» Directions for this task
Among the entries that follow, tally the lines with the string "Allee". Give no more than the number.

» Task data
====
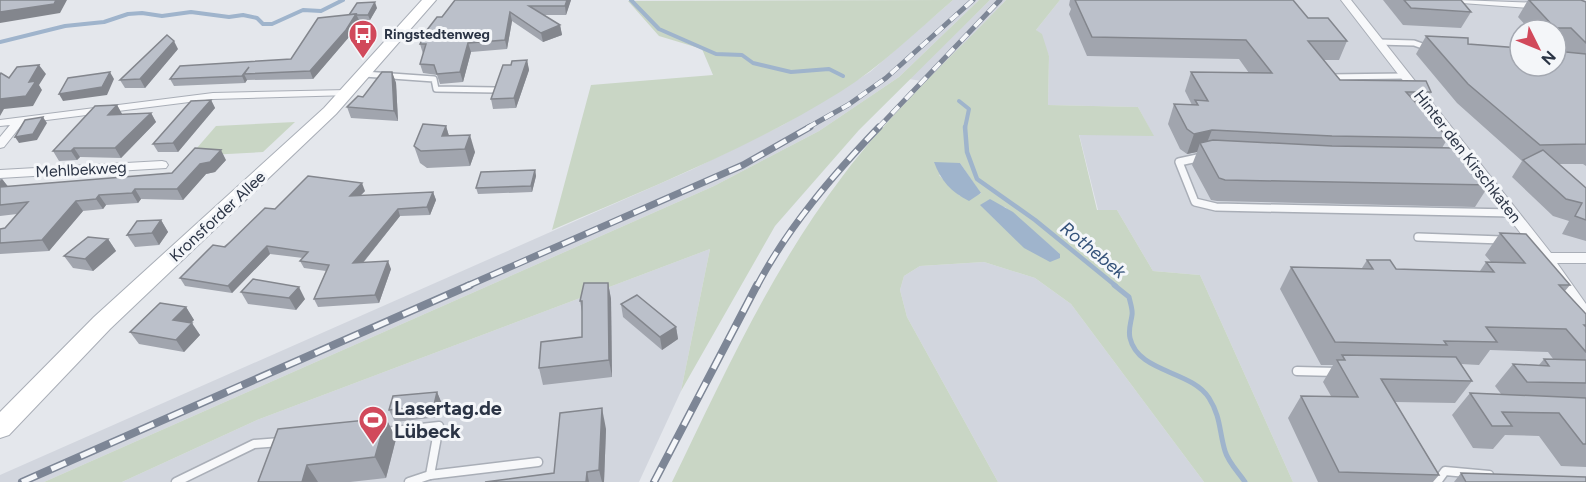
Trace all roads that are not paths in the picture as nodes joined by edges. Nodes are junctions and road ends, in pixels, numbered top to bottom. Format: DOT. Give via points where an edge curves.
graph roads {
  1 [pos="429,0"];
  2 [pos="1346,0"];
  3 [pos="1462,0"];
  4 [pos="1512,2"];
  5 [pos="1555,6"];
  6 [pos="1378,42"];
  7 [pos="1432,50"];
  8 [pos="364,74"];
  9 [pos="1404,75"];
  10 [pos="1326,77"];
  11 [pos="495,90"];
  12 [pos="347,93"];
  13 [pos="20,120"];
  14 [pos="0,123"];
  15 [pos="0,144"];
  16 [pos="1215,157"];
  17 [pos="162,165"];
  18 [pos="0,174"];
  19 [pos="1512,213"];
  20 [pos="1418,237"];
  21 [pos="1535,242"];
  22 [pos="1547,258"];
  23 [pos="1586,258"];
  24 [pos="1586,315"];
  25 [pos="1297,371"];
  26 [pos="1342,372"];
  27 [pos="0,428"];
  28 [pos="369,433"];
  29 [pos="288,441"];
  30 [pos="538,462"];
  31 [pos="430,475"];
  32 [pos="1502,476"];
  33 [pos="176,482"];
  34 [pos="409,482"];
  35 [pos="1437,482"];
  1 -- 8 [label="main road, Kronsforder Allee"];
  2 -- 6 [label="street, Hinter den Kirschkaten"];
  3 -- 4 [label="street"];
  4 -- 5 [label="street"];
  6 -- 7 [label="lane" via="1414,43"];
  6 -- 9 [label="street, Hinter den Kirschkaten"];
  8 -- 11 [label="lane" via="434,79 436,89"];
  8 -- 12 [label="main road, Kronsforder Allee"];
  9 -- 10 [label="lane"];
  9 -- 19 [label="street, Hinter den Kirschkaten" via="1468,164"];
  12 -- 13 [label="street" via="213,96"];
  12 -- 27 [label="main road, Kronsforder Allee" via="102,322"];
  13 -- 14 [label="street"];
  13 -- 15 [label="street"];
  16 -- 19 [label="lane" via="1179,162 1195,202 1216,207"];
  17 -- 18 [label="street, Mehlbekweg"];
  19 -- 21 [label="street, Hinter den Kirschkaten"];
  20 -- 21 [label="lane"];
  21 -- 22 [label="street, Hinter den Kirschkaten"];
  22 -- 23 [label="street"];
  22 -- 24 [label="street, Hinter den Kirschkaten"];
  25 -- 26 [label="lane"];
  28 -- 31 [label="lane" via="439,426"];
  29 -- 33 [label="lane" via="254,444"];
  30 -- 31 [label="lane"];
  31 -- 34 [label="lane"];
  32 -- 35 [label="lane" via="1445,471"];
}
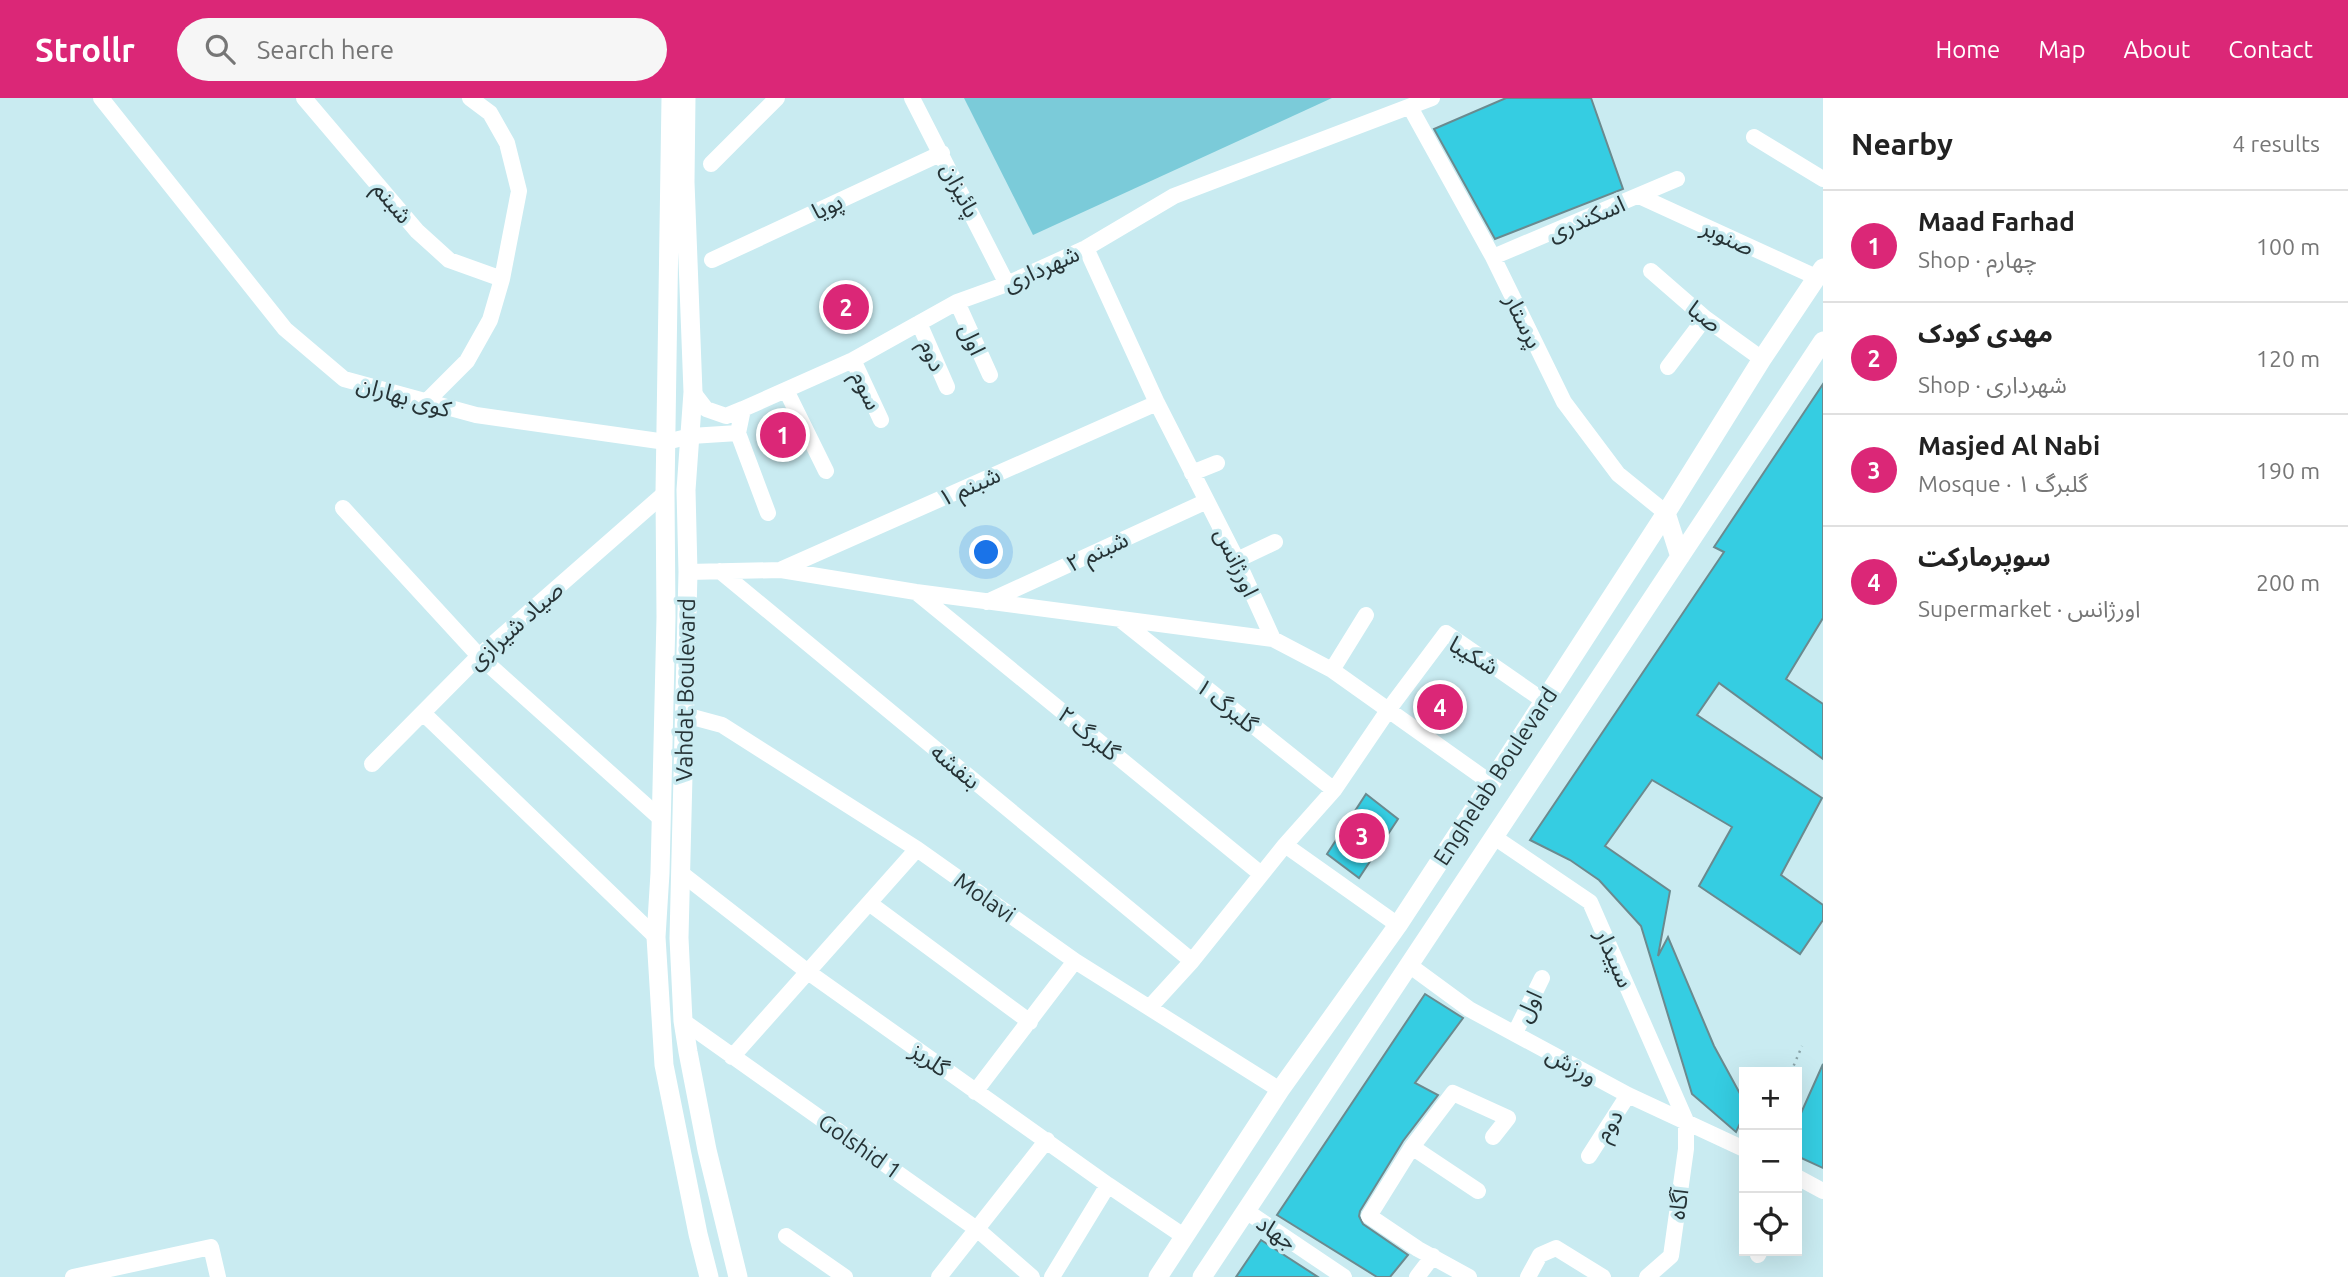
====
» Written reply
3